# Source material
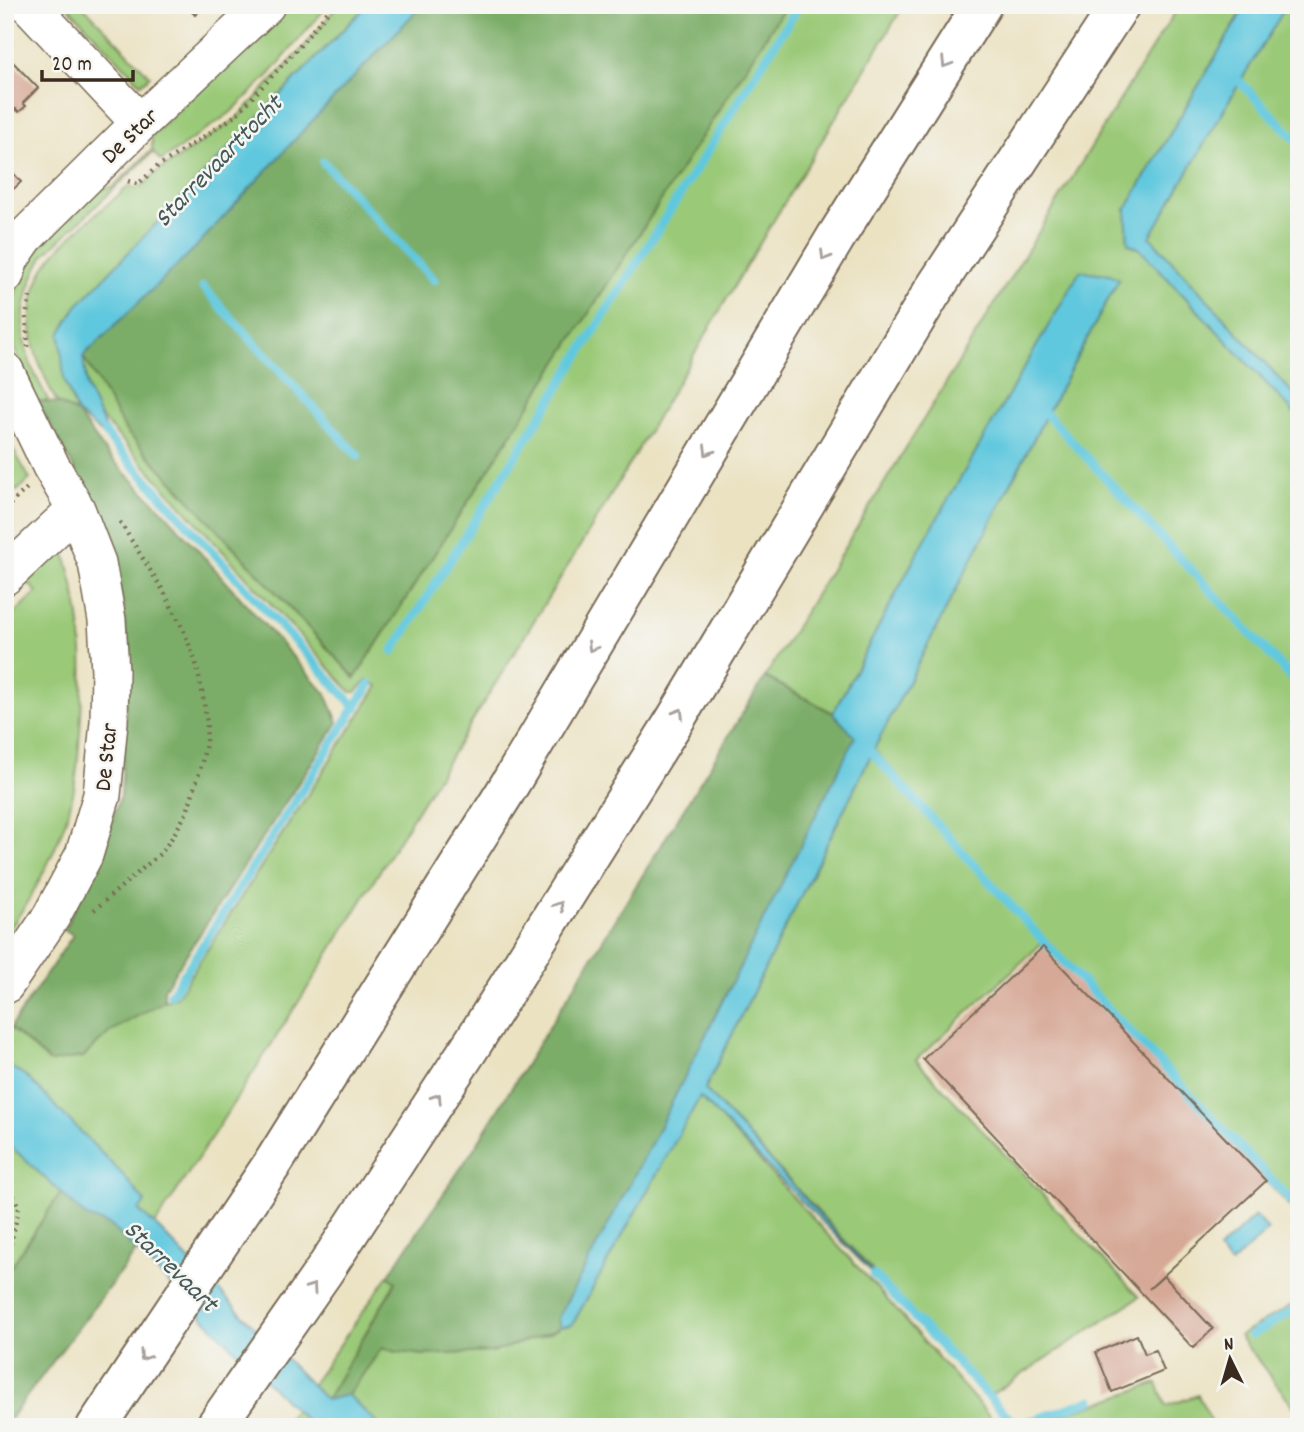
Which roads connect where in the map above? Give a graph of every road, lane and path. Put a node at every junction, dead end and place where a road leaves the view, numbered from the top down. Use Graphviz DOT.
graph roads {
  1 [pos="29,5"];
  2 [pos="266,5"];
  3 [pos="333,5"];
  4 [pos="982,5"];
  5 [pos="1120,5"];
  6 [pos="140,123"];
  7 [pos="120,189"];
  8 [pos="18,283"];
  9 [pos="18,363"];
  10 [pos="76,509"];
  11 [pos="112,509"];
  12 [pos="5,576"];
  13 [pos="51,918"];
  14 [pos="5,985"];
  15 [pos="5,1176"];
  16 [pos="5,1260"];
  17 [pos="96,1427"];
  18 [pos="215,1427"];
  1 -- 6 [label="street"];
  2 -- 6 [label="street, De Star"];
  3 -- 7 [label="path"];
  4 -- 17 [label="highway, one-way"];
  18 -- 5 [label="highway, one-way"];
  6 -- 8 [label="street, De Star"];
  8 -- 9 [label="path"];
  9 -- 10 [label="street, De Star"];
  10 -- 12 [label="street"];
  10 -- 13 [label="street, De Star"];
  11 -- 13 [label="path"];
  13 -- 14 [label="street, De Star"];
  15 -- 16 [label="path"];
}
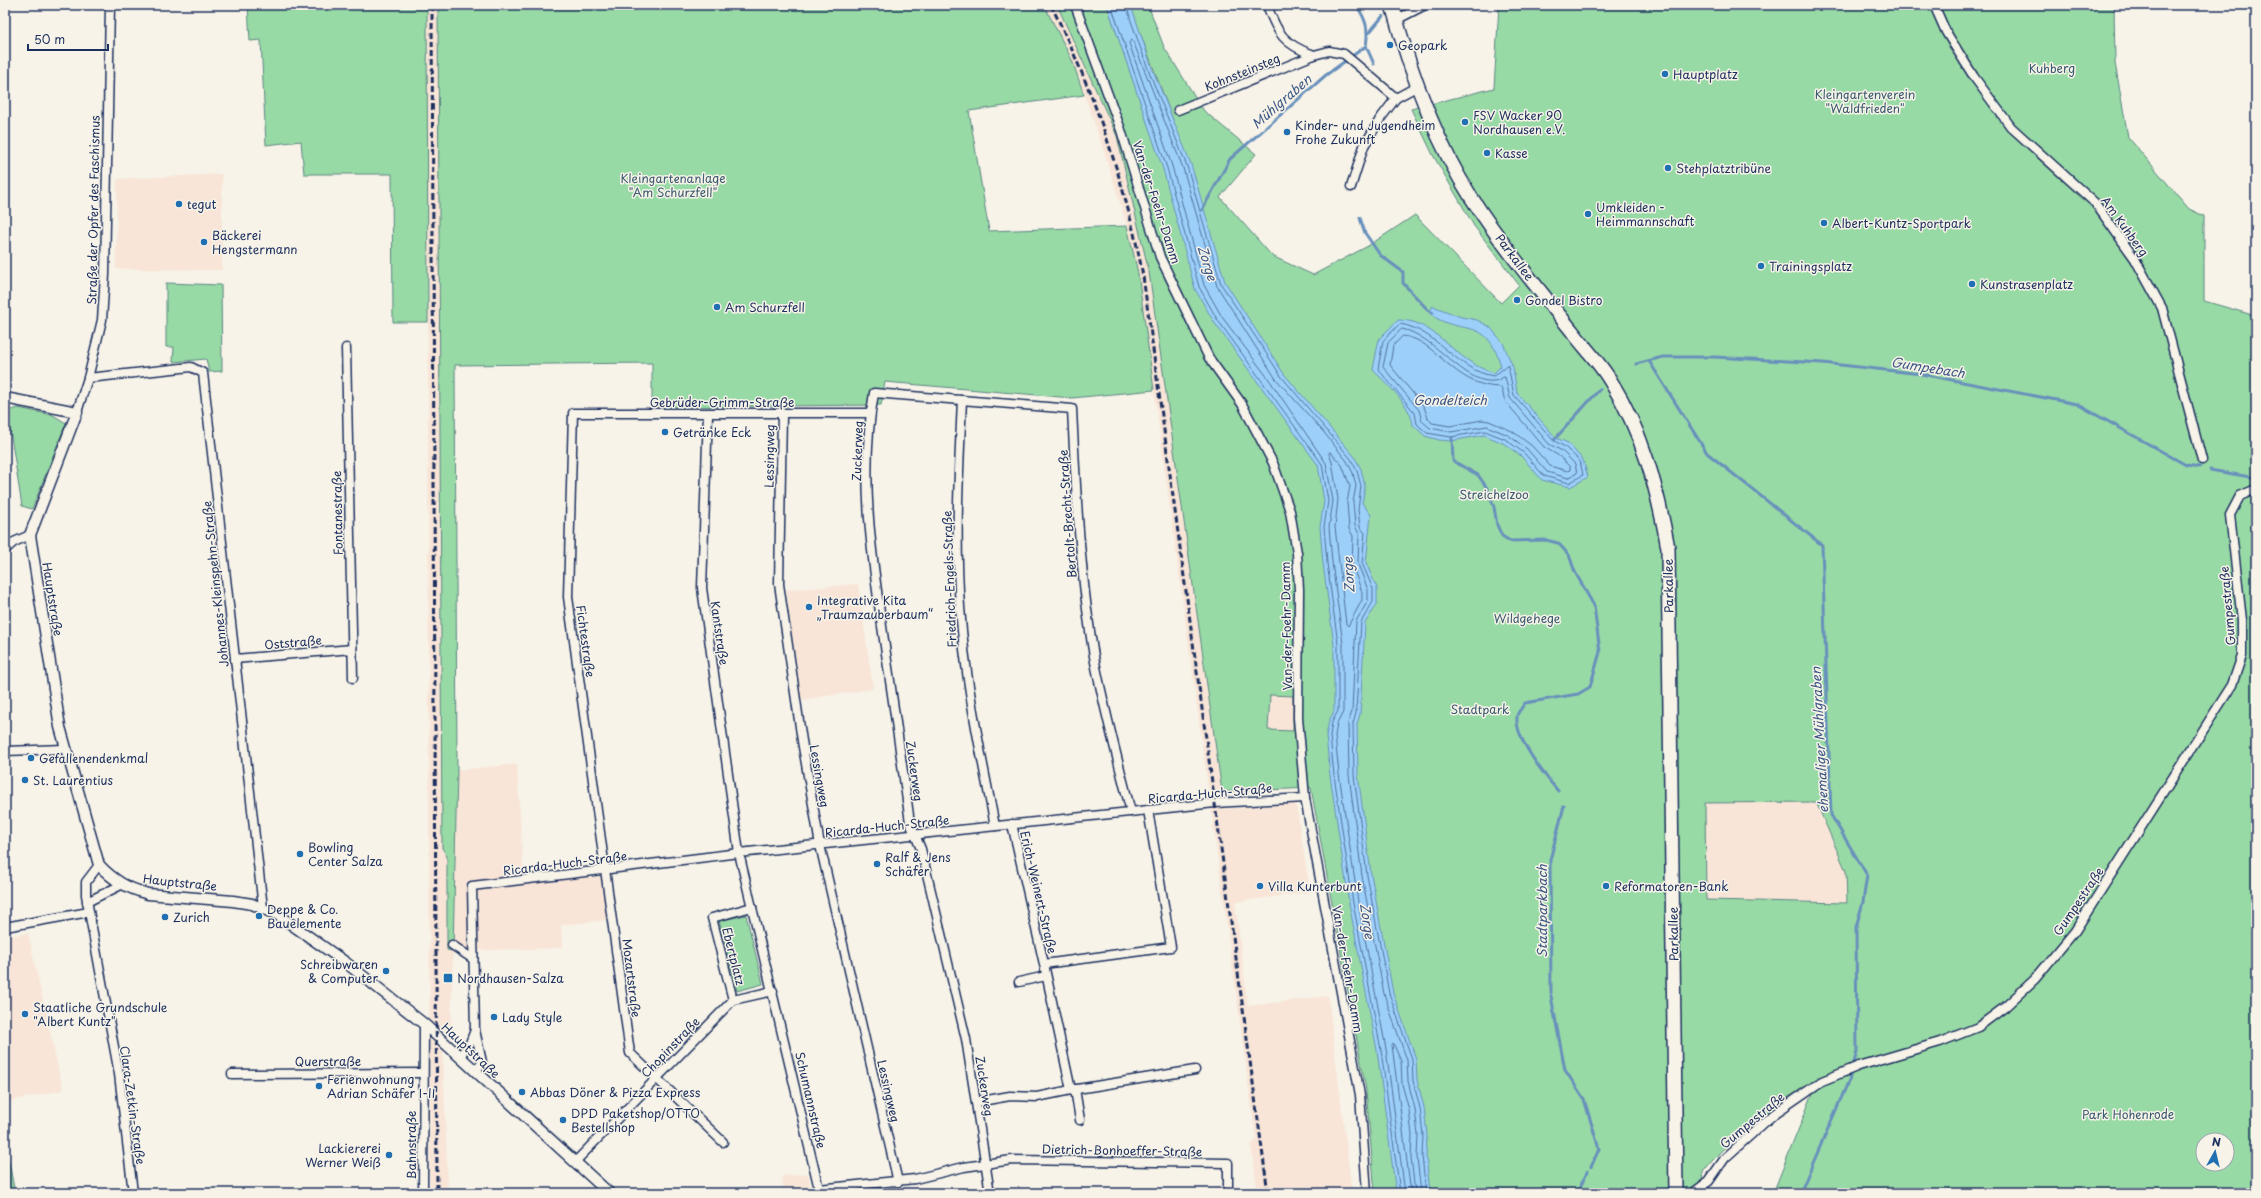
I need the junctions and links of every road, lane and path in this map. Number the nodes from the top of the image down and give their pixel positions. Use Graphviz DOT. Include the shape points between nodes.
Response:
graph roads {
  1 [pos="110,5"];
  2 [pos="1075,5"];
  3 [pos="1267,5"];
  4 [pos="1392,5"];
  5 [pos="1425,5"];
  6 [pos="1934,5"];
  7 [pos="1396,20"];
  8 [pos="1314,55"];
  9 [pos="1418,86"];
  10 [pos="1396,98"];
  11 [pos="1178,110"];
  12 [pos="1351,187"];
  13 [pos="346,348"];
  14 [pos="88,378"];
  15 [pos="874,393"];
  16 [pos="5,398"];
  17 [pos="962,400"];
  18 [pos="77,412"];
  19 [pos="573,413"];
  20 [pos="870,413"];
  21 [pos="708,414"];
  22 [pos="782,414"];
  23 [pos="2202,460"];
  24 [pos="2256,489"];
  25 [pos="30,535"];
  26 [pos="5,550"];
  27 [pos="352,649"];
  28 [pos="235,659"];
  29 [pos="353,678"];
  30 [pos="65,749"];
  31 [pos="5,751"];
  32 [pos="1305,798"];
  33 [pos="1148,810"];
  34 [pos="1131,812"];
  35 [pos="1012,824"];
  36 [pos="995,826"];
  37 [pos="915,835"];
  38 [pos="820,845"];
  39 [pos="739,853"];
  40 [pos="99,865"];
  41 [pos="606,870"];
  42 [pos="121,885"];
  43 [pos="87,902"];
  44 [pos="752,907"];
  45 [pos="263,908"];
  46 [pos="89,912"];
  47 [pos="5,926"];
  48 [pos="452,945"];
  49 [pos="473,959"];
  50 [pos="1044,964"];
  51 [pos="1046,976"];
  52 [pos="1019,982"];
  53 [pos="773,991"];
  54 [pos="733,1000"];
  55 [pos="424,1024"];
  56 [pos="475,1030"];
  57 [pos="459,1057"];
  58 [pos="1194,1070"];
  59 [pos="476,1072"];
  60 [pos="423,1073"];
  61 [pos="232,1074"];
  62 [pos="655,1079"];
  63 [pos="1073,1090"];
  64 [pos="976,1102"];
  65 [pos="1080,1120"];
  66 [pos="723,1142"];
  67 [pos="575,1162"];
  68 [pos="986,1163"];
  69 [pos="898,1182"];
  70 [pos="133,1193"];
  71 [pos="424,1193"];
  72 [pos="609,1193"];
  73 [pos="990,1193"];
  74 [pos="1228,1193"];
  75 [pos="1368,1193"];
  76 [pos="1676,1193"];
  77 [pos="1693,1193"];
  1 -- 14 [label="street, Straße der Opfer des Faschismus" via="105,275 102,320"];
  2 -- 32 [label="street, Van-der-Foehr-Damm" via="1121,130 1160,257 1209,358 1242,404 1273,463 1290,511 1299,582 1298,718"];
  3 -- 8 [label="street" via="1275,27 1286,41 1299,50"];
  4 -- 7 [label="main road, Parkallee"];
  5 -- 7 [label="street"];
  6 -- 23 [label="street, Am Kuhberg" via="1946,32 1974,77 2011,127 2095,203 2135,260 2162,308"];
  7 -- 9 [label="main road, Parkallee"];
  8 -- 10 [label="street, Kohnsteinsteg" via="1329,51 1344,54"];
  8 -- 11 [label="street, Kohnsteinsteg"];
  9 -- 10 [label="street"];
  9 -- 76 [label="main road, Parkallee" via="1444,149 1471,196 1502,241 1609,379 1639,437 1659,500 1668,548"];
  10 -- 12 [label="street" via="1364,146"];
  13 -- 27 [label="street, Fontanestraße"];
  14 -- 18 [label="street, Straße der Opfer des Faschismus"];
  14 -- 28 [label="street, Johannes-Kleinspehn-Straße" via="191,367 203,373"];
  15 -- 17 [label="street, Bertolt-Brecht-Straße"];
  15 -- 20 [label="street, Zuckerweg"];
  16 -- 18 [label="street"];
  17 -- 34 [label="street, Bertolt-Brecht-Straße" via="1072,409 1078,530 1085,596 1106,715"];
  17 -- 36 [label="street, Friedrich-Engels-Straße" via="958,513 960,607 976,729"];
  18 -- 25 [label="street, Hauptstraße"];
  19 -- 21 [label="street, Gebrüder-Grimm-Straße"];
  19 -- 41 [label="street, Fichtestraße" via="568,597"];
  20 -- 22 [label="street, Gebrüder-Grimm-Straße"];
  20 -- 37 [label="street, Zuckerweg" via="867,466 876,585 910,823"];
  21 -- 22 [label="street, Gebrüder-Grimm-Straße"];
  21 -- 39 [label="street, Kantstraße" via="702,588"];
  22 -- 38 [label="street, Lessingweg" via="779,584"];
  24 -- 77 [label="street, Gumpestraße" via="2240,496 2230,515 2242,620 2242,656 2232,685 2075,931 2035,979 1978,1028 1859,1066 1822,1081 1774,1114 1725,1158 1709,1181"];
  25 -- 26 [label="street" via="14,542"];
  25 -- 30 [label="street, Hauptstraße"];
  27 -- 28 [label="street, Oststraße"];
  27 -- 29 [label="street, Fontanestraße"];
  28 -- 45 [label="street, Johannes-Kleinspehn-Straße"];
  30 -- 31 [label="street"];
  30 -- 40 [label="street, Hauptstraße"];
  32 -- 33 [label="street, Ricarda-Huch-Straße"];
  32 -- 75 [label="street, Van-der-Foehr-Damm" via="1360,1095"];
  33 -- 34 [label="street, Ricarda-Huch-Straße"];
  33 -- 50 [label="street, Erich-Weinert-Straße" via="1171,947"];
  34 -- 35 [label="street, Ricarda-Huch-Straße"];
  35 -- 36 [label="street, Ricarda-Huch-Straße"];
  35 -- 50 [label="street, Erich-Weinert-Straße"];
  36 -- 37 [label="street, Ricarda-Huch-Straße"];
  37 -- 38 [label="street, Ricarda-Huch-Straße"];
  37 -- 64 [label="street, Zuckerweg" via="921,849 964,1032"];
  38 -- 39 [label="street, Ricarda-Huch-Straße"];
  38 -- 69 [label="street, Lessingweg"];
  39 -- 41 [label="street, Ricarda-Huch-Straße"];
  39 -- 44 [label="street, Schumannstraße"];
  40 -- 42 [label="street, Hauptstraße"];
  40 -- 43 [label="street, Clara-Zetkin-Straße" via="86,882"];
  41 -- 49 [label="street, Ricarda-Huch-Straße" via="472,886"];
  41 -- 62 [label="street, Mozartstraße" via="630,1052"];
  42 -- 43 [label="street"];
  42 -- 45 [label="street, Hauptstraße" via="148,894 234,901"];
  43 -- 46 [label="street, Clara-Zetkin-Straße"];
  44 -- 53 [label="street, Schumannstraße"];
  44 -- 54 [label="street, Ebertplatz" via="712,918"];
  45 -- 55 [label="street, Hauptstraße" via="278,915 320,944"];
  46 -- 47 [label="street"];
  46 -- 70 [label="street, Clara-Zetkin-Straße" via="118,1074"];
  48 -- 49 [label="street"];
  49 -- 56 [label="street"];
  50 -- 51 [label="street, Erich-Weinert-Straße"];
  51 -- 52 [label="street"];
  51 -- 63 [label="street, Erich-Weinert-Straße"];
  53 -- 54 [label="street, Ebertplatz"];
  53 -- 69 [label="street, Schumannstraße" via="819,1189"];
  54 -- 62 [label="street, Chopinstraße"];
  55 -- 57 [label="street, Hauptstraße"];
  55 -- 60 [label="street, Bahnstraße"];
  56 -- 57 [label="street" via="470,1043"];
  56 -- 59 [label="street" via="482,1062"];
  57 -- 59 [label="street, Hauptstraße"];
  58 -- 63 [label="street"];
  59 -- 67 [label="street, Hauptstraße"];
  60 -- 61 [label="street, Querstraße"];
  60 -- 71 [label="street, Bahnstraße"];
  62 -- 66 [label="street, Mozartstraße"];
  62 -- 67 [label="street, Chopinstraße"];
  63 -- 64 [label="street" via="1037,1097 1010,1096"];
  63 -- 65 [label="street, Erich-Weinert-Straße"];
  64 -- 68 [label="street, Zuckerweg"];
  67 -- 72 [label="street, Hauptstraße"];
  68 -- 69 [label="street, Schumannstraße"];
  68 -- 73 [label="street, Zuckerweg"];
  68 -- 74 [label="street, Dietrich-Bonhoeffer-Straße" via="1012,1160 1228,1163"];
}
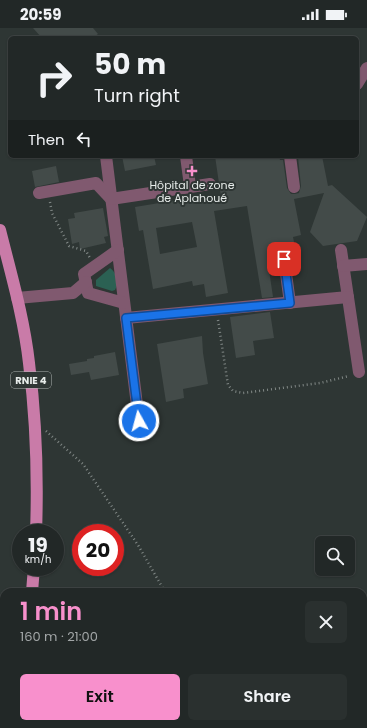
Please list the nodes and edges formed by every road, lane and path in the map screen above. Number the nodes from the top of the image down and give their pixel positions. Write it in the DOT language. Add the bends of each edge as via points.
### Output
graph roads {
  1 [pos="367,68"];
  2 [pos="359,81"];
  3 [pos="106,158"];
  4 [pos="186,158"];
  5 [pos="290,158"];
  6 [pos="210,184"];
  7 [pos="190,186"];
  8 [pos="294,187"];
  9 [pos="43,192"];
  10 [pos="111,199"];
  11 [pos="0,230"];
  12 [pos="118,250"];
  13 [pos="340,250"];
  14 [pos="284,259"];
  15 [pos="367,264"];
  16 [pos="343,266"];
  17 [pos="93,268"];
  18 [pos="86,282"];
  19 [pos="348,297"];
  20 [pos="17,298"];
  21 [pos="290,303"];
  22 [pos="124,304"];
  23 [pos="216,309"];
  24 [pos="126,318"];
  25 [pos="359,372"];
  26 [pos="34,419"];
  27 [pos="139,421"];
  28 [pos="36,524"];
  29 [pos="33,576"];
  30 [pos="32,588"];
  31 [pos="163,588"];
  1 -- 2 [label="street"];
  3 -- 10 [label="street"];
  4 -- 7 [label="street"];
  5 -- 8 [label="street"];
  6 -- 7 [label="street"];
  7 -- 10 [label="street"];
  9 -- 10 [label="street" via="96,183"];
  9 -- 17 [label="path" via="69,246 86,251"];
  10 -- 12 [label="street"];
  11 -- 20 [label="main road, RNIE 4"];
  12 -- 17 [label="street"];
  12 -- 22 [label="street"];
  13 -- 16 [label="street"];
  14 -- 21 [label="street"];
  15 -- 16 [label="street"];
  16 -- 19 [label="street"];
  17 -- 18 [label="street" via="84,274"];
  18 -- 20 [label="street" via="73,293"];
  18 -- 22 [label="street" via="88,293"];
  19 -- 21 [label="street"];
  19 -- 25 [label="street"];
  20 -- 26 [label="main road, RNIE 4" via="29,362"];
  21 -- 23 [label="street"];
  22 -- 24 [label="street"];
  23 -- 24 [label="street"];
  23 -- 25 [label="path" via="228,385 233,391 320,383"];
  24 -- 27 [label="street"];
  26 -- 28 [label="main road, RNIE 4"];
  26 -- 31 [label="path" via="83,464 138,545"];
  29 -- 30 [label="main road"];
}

# Task objective
From the listing above, pick out each line where the word "Weinert" appears.

# Solution for this problem
  33 -- 50 [label="street, Erich-Weinert-Straße" via="1171,947"];
  35 -- 50 [label="street, Erich-Weinert-Straße"];
  50 -- 51 [label="street, Erich-Weinert-Straße"];
  51 -- 63 [label="street, Erich-Weinert-Straße"];
  63 -- 65 [label="street, Erich-Weinert-Straße"];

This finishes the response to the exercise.